Le bas de laine des Québécois·es est taché de sang et il est temps de faire une brassée.

Un nouveau campement a été érigé sur la place des Peuples, au métro Square-Victoria. Cette fois, c’est à la Caisse de dépôt et placement du Québec (CDPQ) que les manifestant·es demandent des comptes pour sa complicité avec le génocide en cours à Gaza.

Les occupant·es du campement populaire al-Soumoud ont formulé trois revendications : le retrait des 14 milliards $ détenus dans les entreprises impliquées dans le massacre et l’apartheid, la mise sur pied d’un processus transparent pour assurer que la Caisse ne finance plus la violation des droits humains dans le futur, et la fermeture du bureau du Québec en Israël.

Remarquez que cette dernière demande ne s’adresse pas à la Caisse, mais au gouvernement.

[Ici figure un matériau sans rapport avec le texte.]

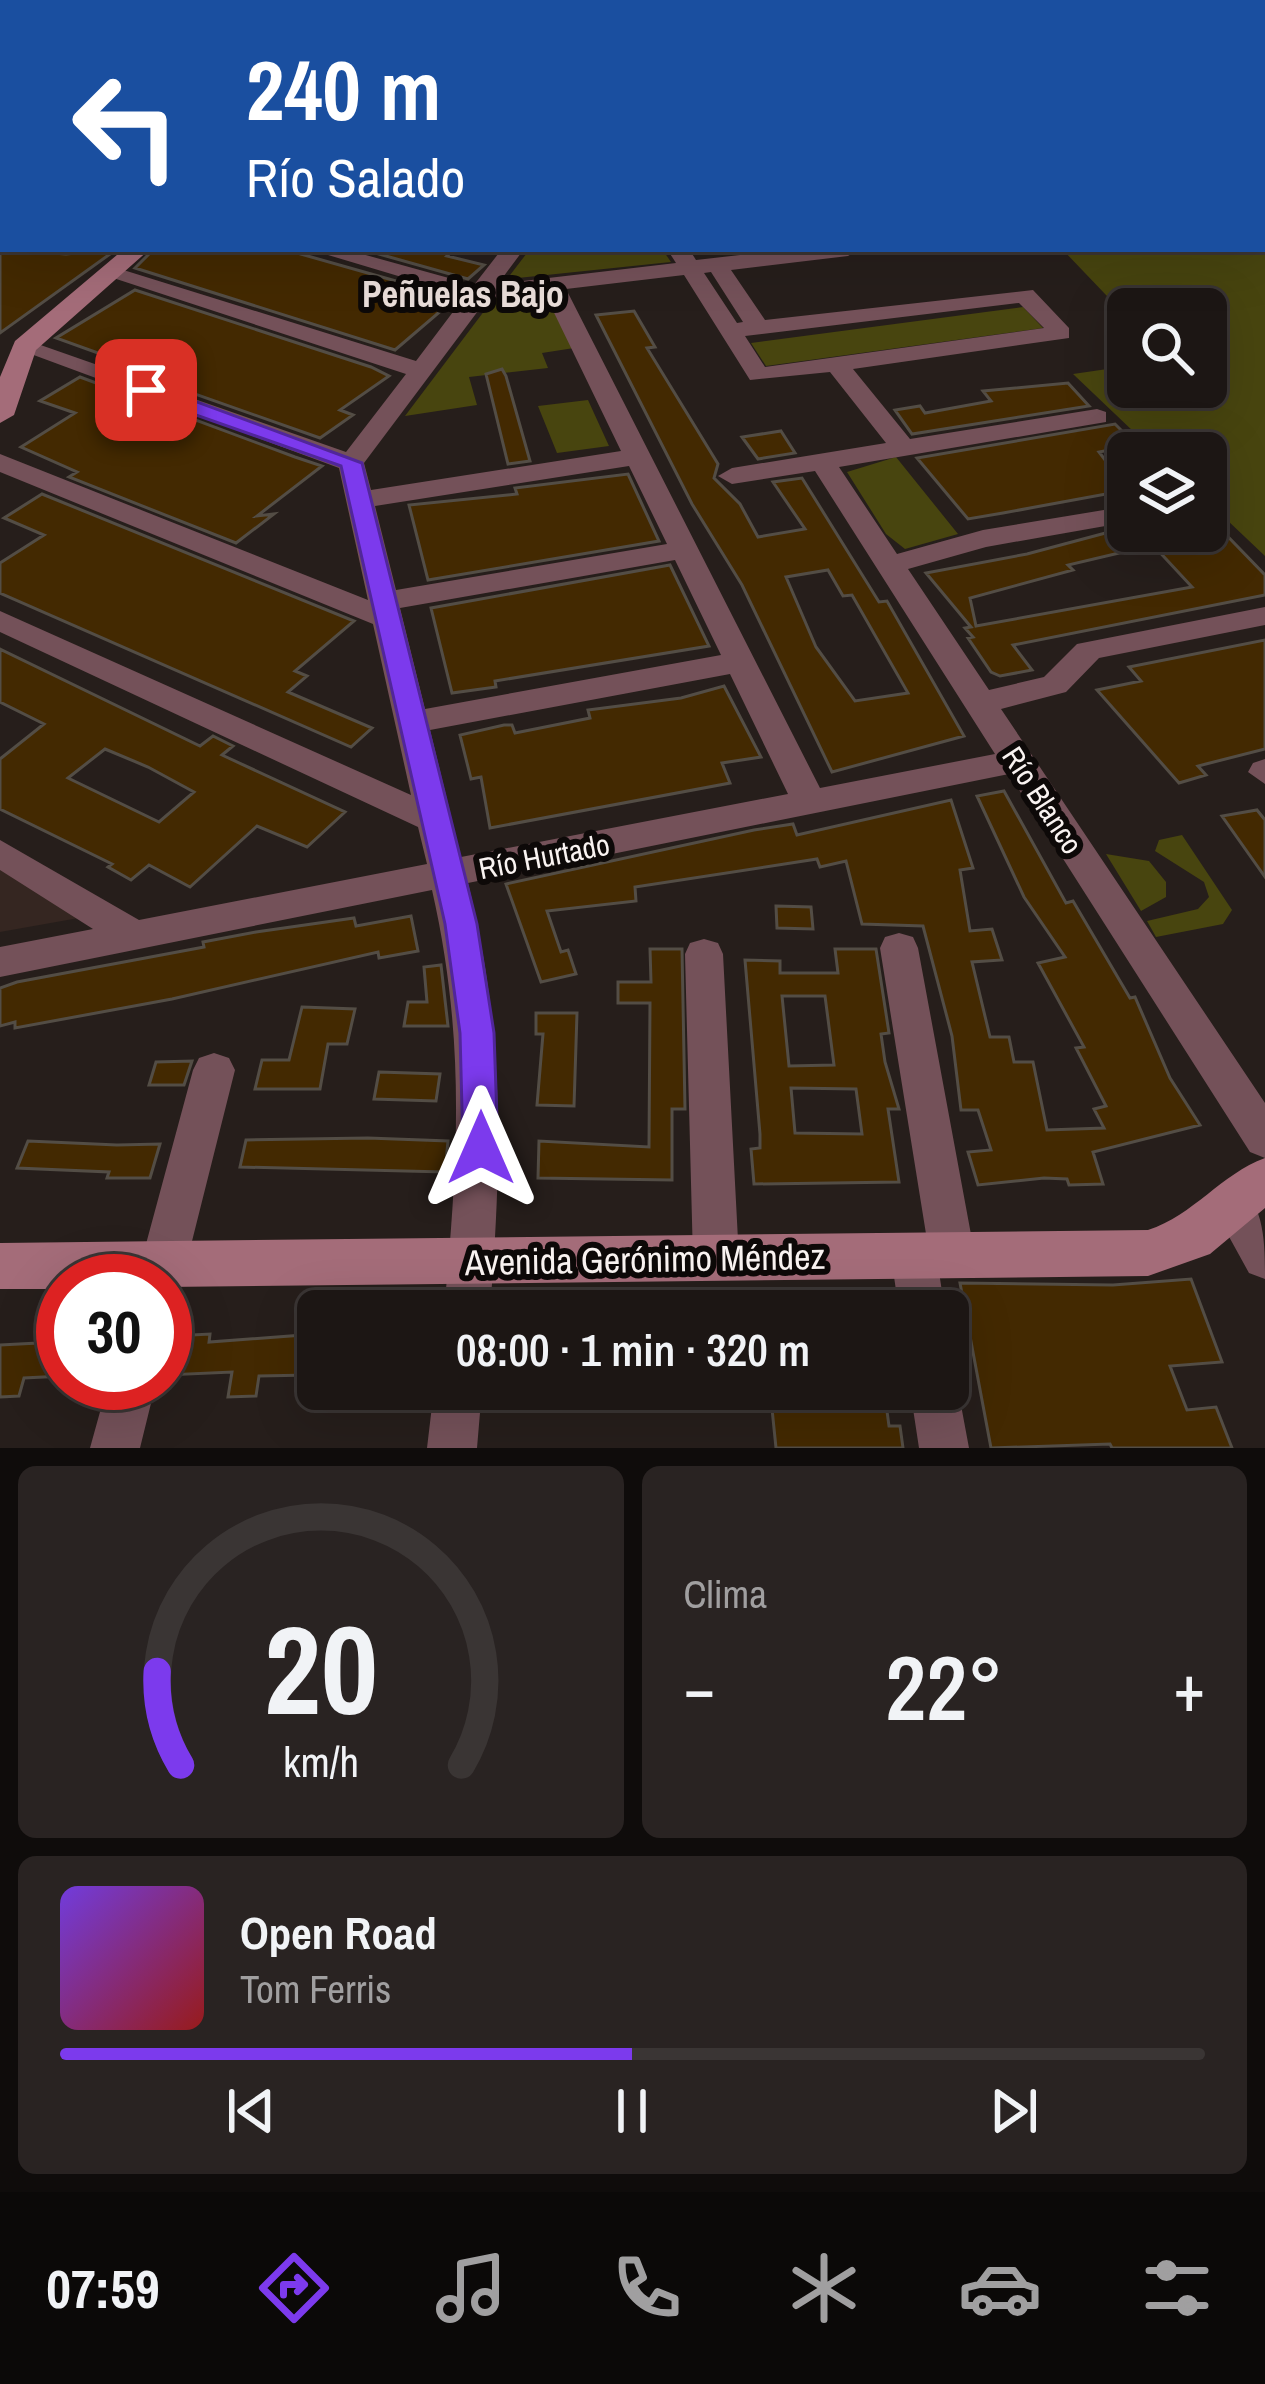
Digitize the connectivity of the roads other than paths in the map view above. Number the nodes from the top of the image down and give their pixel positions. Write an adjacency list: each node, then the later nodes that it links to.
1 (135, 252): 7 (street)
2 (331, 252): 9 (street)
3 (511, 252): 9 (street)
4 (823, 252): 6 (street)
5 (684, 258): 6 (street); 8 (street); 11 (street)
6 (717, 265): 10 (street)
7 (109, 274): 12 (street); 14 (street)
8 (552, 284): 9 (street); 18 (street)
9 (479, 293): 14 (street)
10 (759, 328): 11 (street); 13 (street)
11 (730, 331): 13 (street)
12 (24, 346): 15 (street); 21 (street)
13 (837, 364): 17 (street)
14 (422, 371): 21 (street)
15 (0, 415)
16 (1096, 417): 17 (street)
17 (903, 448): 19 (street)
18 (639, 456): 23 (street); 25 (street)
19 (822, 461): 22 (street); 26 (street, Río Blanco)
20 (0, 462): 27 (street)
21 (351, 463): 23 (street)
22 (732, 476)
23 (362, 500): 27 (street)
24 (1107, 518): 26 (street)
25 (685, 550): 27 (street); 30 (street)
26 (890, 565): 31 (street, Río Blanco)
27 (387, 610): 32 (street)
28 (1265, 616): 31 (street)
29 (0, 620): 35 (street)
30 (740, 662): 32 (street); 34 (street)
31 (980, 703): 33 (street, Río Blanco)
32 (414, 722): 35 (street)
33 (1017, 760): 34 (street, Río Hurtado); 43 (street, Río Blanco)
34 (810, 802): 37 (street, Río Hurtado)
35 (437, 821): 37 (street)
36 (0, 853): 38 (street)
37 (448, 876): 38 (street, Río Hurtado); 49 (street)
38 (135, 936): 41 (street, Río Hurtado)
39 (899, 948): 46 (street)
40 (704, 954): 47 (street)
41 (0, 962)
42 (214, 1070): 45 (street)
43 (1265, 1139)
44 (1249, 1191): 46 (street, Avenida Gerónimo Méndez); 48 (street)
45 (166, 1254)
46 (933, 1256): 47 (street, Avenida Gerónimo Méndez); 54 (street)
47 (716, 1258): 49 (street, Avenida Gerónimo Méndez)
48 (1265, 1258)
49 (473, 1261): 52 (street, Avenida Gerónimo Méndez); 53 (street)
50 (0, 1266): 51 (street, Avenida Gerónimo Méndez)
51 (36, 1268)
52 (192, 1272)
53 (470, 1290)
54 (926, 1290)
55 (125, 1410): 58 (street)
56 (456, 1410): 59 (street)
57 (938, 1410): 60 (street)
58 (115, 1448)
59 (452, 1448)
60 (944, 1448)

C’est que l’utilisation politique de la CDPQ et de ses filiales par la CAQ est devenue difficile à ignorer – ou est-ce l’inverse? Depuis que les finance bros ont pris le contrôle à Québec, on ne sait plus trop qui sert qui entre l’État et la Caisse.

Les milliards de dollars publics engloutis dans le REM servent-ils l’étalement urbain dans la banlieue de Montréal, ou plutôt à bâtir le portfolio de CDPQ-Infra pour développer des projets plus ambitieux à l’international? Probablement les deux, mais il est effectivement troublant d’imaginer que François Legault pourrait défendre le bureau du Québec en Israël pour favoriser les intérêts de la Caisse dans la reconstruction après le nettoyage ethnique de la bande de Gaza.

Tout le monde a droit à son opinion

On dit que la politique, c’est l’art d’aménager les conflits sociaux. Par les jeux du pouvoir et des rapports de force que nous entretenons, nous aménageons l’espace social tant sur le plan individuel – le personnel est politique – que collectif et donnons la forme particulière des sociétés humaines.

Parfois, les intérêts des membres d’un groupe semblent si convergents que le pouvoir est à peine perceptible tant il s’exerce subtilement, mais le plus souvent, la violence ou sa menace trahissent la présence de la domination. Et en faisant l’inventaire de ces violences, il est possible de distinguer des groupes et des individus entre ceuzes qui les subissent et ceuzes qui les exercent.

Comment les intérêts de la Caisse, des ses filiales, du gouvernement et de ses déposants entrent-ils en contradiction avec ceux des populations opprimées, ici ou ailleurs?

C’est un effort analytique qui en vaut la peine, selon moi, parce qu’il permet d’aller au-delà des prétentions valeureuses des parties impliquées. En réalité, les opinions se révèlent souvent être des intérêts qu’il vaut mieux éviter de nommer.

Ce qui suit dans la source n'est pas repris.